«DRAG ALONG» CLAUSES – DO THEY MEAN AN ENHANCED MAJORITY OR UNANIMITY?

                  ESPAÑOL | ENGLISH | DEUTSCH | 日本語 |

Share this post
I. Introduction

In this article, we shall provide a general  outline of the recent Resolution of the General Directorate of Registers and Notaries (Dirección General de Registro y Notariado – DGRN) of 4th December 2017, regarding the statutory modification of the company share transfer system for limited liability companies, in the context of establishing drag along rights.

II. Drag along rights.

A drag along clause consists of, when receiving an offer for the purchase of the majority or all of the shares of a company, one or various shareholders who are prepared to accept said offer, are entitled to and have powers to oblige the rest of the shareholders to also sell their shares to an interested third party under the same terms and conditions.

This type of clause is not expressly envisaged in our legal system, although such clauses may be included both in shareholders’ agreements (with internal effects) as well as in the company bylaws («erga omnes» effect), protected under the principal of freedom of statutory will ex article 28 of the Capital Companies Act.

In summary, the drag along right acts as a protection mechanism for the majority shareholder to prevent abuse on the part of minority shareholders via obstructionist behaviour which may compromise the positive outcome of the efficient transfer of controlling interests.

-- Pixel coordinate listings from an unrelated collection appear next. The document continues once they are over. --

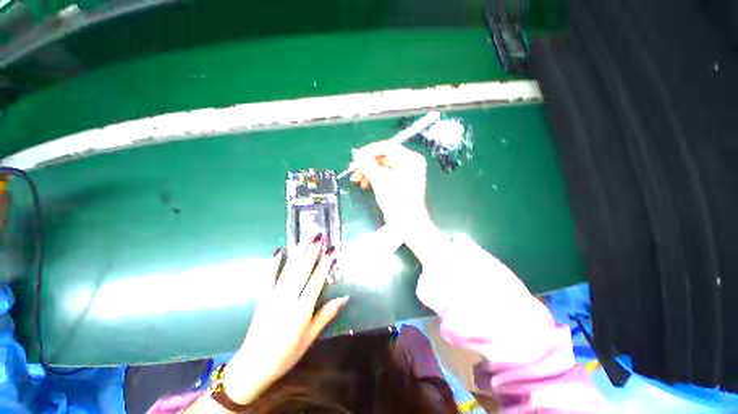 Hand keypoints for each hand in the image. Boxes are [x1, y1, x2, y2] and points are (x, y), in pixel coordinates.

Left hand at [222, 235, 348, 404]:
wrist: (252, 366)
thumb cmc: (286, 355)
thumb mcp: (309, 338)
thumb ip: (325, 316)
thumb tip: (344, 298)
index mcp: (301, 312)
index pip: (315, 283)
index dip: (324, 266)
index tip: (330, 251)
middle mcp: (287, 301)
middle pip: (301, 272)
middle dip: (311, 253)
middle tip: (319, 237)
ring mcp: (272, 298)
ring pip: (288, 271)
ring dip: (297, 253)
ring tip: (305, 239)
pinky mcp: (262, 298)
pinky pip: (267, 278)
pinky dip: (273, 264)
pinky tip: (278, 251)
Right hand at [350, 141, 429, 227]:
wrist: (407, 223)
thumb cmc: (397, 201)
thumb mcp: (381, 181)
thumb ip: (368, 166)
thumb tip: (357, 155)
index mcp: (410, 159)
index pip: (388, 147)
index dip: (370, 151)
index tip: (357, 157)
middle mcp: (409, 164)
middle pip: (384, 157)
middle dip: (367, 164)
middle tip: (354, 169)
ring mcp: (405, 173)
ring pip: (382, 167)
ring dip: (368, 172)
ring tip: (357, 179)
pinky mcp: (399, 182)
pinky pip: (384, 175)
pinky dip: (374, 178)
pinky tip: (364, 184) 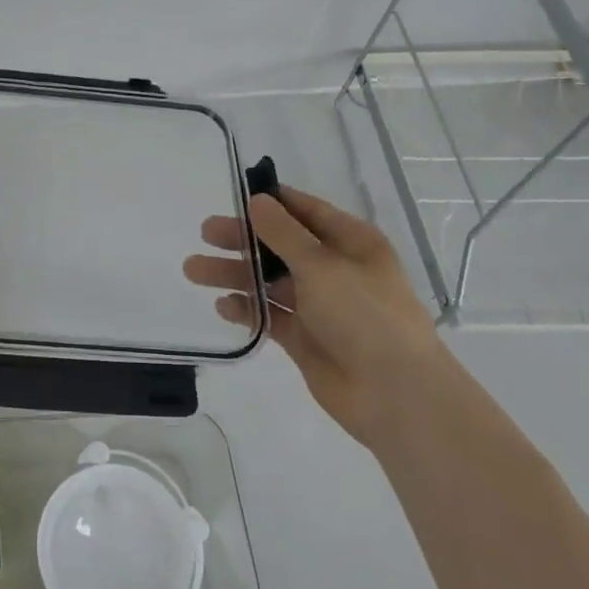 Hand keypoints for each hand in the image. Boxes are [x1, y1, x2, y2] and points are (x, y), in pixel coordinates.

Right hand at [184, 185, 458, 448]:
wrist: (394, 393)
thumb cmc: (365, 315)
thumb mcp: (322, 265)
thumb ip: (283, 233)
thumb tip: (257, 200)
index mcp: (351, 243)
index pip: (306, 212)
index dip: (272, 202)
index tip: (234, 196)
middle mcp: (334, 270)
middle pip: (280, 246)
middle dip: (243, 239)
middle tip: (205, 233)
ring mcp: (319, 306)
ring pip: (269, 281)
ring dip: (235, 274)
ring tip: (194, 271)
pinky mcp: (304, 338)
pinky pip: (269, 316)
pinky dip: (247, 309)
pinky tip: (223, 306) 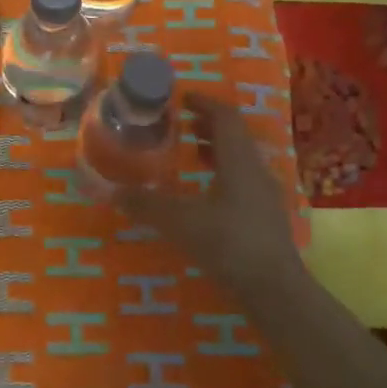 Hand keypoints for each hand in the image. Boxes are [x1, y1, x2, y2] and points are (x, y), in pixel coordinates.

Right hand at [117, 94, 303, 294]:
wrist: (274, 289)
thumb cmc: (228, 244)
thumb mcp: (180, 222)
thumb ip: (146, 204)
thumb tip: (112, 192)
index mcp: (239, 160)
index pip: (225, 116)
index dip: (203, 102)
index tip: (181, 98)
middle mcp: (256, 170)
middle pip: (234, 136)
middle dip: (207, 125)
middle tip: (179, 124)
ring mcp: (265, 195)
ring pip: (240, 160)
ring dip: (216, 151)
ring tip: (189, 154)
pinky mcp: (267, 217)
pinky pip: (243, 182)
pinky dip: (222, 175)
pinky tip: (205, 195) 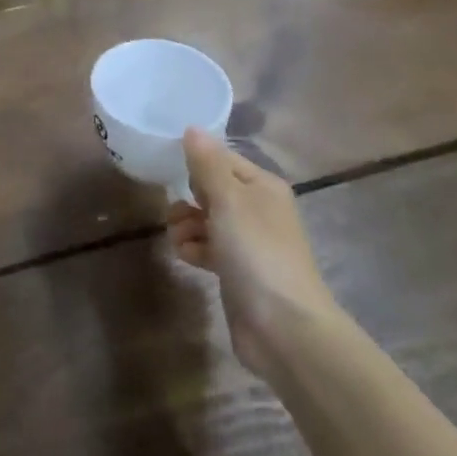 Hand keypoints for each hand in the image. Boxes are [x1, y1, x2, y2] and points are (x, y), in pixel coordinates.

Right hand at [166, 128, 339, 377]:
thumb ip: (207, 164)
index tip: (172, 170)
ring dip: (186, 225)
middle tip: (176, 209)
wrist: (284, 328)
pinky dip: (194, 248)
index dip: (198, 163)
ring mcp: (249, 242)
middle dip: (189, 197)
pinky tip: (186, 256)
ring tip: (178, 238)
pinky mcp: (238, 271)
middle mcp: (258, 209)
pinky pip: (208, 248)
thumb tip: (192, 128)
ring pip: (207, 219)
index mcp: (263, 186)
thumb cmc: (256, 252)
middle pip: (212, 189)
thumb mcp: (228, 200)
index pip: (223, 159) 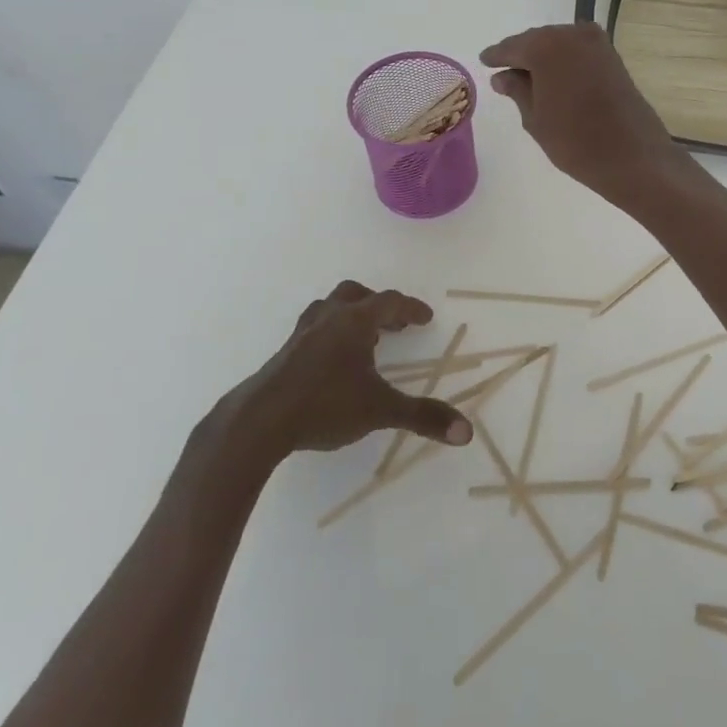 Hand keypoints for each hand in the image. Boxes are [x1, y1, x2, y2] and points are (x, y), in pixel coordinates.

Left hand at [221, 282, 472, 458]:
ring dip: (350, 315)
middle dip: (378, 305)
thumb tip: (467, 431)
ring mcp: (302, 334)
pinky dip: (330, 334)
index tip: (425, 318)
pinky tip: (331, 363)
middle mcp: (328, 318)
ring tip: (363, 338)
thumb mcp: (380, 411)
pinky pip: (313, 329)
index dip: (411, 308)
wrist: (259, 422)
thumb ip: (423, 417)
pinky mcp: (284, 354)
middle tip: (394, 324)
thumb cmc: (325, 406)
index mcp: (354, 322)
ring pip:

III. The General Meeting Quorum

In this case, registration is refused for a deed bringing into public the company decisions to modify bylaws in respect of the system for transferring shares in a limited liability company agreed by the majority of the shareholders in the General Meeting.

The refusal of registration by the Commercial Registry upholds that establishing a drag along right in the company bylaws requires the unanimous agreement of all of the shareholders, otherwise it may imply the exclusion of those shareholders who are forced to fulfill said right (articles 291 and 351 of the Capital Companies Act), rather than the enhanced majority necessary for the bylaw modification as set forth in article 199.a of the same act.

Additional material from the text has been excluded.